One of the biggest logistical
wrinkles here might be member engagement. Take for instance, CMS’s requirement
that plans cannot “induce enrollment” by promoting benefits — this may
undermine plans’ ability to drive awareness of the new benefits among seniors
or duals, which could undermine engagement and ultimately utilization. If a
consumer needs a ride, shouldn’t they be able to pick a health plan
accordingly?
As a government program, CMS
mandates all these new benefits are subject to ongoing coverage decisions,
denials, appeals, etc. None of this sounds consumer friendly or easy to use,
and in the first few years of MA plans figuring this out, you can bet it’s not
going to go smoothly all of the time.
A related tangled web is the role
of community partners. CMS allows for community based organizations (CBOs) to
have a seat at the table to do things like help determine eligibility and
deliver support, but it won’t reimburse plans for services rendered by CBOs.
Not only is this shortsighted given how much work and how little money these
organizations receive, but it adds incredible confusion to the member
experience as far as who is responsible for arranging, delivering, measuring, making
decisions, and so on.
2020 & Beyond: Legislation →
Law + Innovate → ROI
As part of this rule, Congress is
authorizing a five year study by the General Accountability Office (GAO) to
analyze frequency of utilization, impact on quality of care, clinical outcomes,
and the impact on plans bidding rates for Part C. The report will go on to
inform subsequent decisions on funding SDOH supports, ultimately influencing
their expansion into Medicare or other insurance programs.
However, given that the US still
lacks a definitive sense of what constitutes “ROI” when it comes to social determinants — this
report could either become a landmark study, a political football, a red
herring or some combination of the above. The closest thing to a crystal ball
on this front may be data from the Center for Medicare and Medicaid Innovation
(CMMI), which just announced an expansion of its Value-Based Insurance Design
(VBID) Model, that also incorporates supplemental benefits based on chronic
conditions, or based only on socioeconomic status.

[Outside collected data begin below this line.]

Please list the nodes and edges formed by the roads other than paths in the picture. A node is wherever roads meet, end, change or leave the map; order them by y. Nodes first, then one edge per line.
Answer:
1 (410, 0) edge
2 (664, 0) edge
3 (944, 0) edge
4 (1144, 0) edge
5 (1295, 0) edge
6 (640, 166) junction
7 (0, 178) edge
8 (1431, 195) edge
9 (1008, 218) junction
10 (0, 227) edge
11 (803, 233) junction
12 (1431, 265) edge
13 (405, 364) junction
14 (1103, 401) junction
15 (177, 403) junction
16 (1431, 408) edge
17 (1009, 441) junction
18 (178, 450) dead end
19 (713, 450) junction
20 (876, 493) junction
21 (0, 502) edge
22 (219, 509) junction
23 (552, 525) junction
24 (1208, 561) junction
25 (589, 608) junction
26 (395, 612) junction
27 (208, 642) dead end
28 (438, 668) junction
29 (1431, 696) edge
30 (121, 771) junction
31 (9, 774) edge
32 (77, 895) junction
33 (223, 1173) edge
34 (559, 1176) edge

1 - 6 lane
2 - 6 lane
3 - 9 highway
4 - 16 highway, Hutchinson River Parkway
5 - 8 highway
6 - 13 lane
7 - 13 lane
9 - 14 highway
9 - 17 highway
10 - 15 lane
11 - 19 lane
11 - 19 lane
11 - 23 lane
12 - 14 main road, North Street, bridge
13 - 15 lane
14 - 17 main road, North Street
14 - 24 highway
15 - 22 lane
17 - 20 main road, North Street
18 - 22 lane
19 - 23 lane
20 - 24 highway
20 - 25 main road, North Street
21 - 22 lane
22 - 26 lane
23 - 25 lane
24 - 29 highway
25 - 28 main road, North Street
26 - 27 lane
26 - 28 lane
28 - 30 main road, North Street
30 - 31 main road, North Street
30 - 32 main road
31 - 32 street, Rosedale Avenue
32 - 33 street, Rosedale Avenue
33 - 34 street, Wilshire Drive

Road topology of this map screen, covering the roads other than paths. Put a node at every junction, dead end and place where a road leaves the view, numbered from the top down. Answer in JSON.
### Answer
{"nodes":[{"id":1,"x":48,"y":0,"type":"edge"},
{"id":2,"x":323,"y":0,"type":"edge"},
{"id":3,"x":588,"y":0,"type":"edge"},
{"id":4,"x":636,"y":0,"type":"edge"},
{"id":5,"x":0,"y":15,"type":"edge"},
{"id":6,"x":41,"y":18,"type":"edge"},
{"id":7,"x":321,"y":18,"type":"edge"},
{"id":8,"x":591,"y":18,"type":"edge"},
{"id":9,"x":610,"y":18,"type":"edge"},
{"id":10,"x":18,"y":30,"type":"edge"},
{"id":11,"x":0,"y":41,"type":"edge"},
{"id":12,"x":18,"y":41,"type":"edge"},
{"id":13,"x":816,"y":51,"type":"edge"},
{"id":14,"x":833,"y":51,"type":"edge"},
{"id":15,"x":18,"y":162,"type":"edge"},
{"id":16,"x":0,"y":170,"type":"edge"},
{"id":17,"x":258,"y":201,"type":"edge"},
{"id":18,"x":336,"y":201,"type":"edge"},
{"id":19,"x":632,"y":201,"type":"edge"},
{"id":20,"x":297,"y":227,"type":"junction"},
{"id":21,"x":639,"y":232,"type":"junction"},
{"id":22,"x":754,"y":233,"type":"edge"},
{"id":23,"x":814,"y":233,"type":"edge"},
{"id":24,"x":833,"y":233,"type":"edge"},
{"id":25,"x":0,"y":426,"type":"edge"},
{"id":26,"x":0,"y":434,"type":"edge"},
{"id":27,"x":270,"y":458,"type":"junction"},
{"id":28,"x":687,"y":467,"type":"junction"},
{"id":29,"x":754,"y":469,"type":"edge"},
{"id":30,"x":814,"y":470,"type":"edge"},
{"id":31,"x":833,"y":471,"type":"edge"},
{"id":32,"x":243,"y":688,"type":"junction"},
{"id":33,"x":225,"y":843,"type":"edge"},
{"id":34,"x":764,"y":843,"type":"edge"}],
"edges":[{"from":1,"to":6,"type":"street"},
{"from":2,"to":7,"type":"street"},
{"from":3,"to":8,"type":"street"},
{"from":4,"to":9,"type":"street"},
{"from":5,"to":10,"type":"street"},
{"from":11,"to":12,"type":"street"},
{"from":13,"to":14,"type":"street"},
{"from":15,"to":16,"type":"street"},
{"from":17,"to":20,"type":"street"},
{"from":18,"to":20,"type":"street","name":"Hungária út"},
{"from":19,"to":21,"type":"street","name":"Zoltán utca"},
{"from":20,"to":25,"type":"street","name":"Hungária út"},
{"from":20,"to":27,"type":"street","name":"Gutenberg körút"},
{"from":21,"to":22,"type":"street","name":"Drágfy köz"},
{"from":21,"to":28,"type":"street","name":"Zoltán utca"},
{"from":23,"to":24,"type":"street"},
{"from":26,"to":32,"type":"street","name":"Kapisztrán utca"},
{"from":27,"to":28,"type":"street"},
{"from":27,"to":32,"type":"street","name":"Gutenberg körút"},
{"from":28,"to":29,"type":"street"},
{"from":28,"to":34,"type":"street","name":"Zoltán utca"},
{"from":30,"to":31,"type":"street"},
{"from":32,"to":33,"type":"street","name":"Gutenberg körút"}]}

According to the Call Letter, CMS
is looking for input from stakeholders by March 1st in two areas:
1. “ CMS solicits comment on
whether plans should have flexibility to determine what is a chronic condition
that meets the statutory standard (“is life threatening or significantly limits
the overall health or function of the enrollee”) and if CMS should consider
alternative approaches to determining what meets this criterion.”
2. “CMS is soliciting comments on
the limits of these supplemental benefits discussed here and whether we should
permit consideration of other factors, like financial need, in determining
permissible supplemental benefits for chronically ill enrollees.”
Beyond these areas, there are
several other items that we’d like to see more clarification on, including some
of the key language (“reasonable expectation”) as well as how plans should
think about investing in new technology and business partnerships in light of
meeting the new SSBCI criteria.
Zooming out, CMS states the
“intended purpose of the new category of supplemental benefits is to enable MA
plans to better tailor benefit offerings for the chronically ill population,
address gaps in care, and improve specific health outcomes.” To that end, we’ll
be keeping an eye on this issue as it develops over the course of the year.